## [GOAL OF THE EXERCISE]
The expected output is the data itself, duplicated in full.

>>>>

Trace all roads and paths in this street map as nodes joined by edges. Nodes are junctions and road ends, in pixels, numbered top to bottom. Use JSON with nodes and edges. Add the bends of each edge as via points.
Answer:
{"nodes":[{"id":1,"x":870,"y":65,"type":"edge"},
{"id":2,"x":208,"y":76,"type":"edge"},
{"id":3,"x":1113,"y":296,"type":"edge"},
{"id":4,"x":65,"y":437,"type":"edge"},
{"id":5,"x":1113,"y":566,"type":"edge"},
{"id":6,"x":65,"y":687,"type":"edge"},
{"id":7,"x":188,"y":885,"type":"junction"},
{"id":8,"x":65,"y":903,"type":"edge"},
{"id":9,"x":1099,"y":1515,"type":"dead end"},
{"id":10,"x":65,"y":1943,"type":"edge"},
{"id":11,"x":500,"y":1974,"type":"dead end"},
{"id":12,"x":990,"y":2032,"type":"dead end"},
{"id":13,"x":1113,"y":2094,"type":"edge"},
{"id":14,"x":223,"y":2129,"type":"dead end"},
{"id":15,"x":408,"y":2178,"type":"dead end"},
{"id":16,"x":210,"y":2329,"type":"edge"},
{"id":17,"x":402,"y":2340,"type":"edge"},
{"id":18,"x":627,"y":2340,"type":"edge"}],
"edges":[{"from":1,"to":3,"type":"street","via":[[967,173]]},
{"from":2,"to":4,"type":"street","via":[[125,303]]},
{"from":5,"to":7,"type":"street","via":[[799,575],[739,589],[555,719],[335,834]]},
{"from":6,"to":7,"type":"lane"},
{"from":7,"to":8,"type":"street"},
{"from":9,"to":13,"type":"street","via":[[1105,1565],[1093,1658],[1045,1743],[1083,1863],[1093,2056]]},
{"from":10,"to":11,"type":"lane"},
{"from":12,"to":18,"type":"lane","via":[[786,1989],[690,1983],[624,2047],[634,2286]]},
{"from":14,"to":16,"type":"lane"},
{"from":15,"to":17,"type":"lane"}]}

<<<<

## [RESPONSE AREA]
Trace all roads and paths in this street map as nodes joined by edges. Nodes are junctions and road ends, in pixels, numbered top to bottom. Use JSON with nodes and edges. Add the bends of each edge as via points.
Answer:
{"nodes":[{"id":1,"x":870,"y":65,"type":"edge"},
{"id":2,"x":208,"y":76,"type":"edge"},
{"id":3,"x":1113,"y":296,"type":"edge"},
{"id":4,"x":65,"y":437,"type":"edge"},
{"id":5,"x":1113,"y":566,"type":"edge"},
{"id":6,"x":65,"y":687,"type":"edge"},
{"id":7,"x":188,"y":885,"type":"junction"},
{"id":8,"x":65,"y":903,"type":"edge"},
{"id":9,"x":1099,"y":1515,"type":"dead end"},
{"id":10,"x":65,"y":1943,"type":"edge"},
{"id":11,"x":500,"y":1974,"type":"dead end"},
{"id":12,"x":990,"y":2032,"type":"dead end"},
{"id":13,"x":1113,"y":2094,"type":"edge"},
{"id":14,"x":223,"y":2129,"type":"dead end"},
{"id":15,"x":408,"y":2178,"type":"dead end"},
{"id":16,"x":210,"y":2329,"type":"edge"},
{"id":17,"x":402,"y":2340,"type":"edge"},
{"id":18,"x":627,"y":2340,"type":"edge"}],
"edges":[{"from":1,"to":3,"type":"street","via":[[967,173]]},
{"from":2,"to":4,"type":"street","via":[[125,303]]},
{"from":5,"to":7,"type":"street","via":[[799,575],[739,589],[555,719],[335,834]]},
{"from":6,"to":7,"type":"lane"},
{"from":7,"to":8,"type":"street"},
{"from":9,"to":13,"type":"street","via":[[1105,1565],[1093,1658],[1045,1743],[1083,1863],[1093,2056]]},
{"from":10,"to":11,"type":"lane"},
{"from":12,"to":18,"type":"lane","via":[[786,1989],[690,1983],[624,2047],[634,2286]]},
{"from":14,"to":16,"type":"lane"},
{"from":15,"to":17,"type":"lane"}]}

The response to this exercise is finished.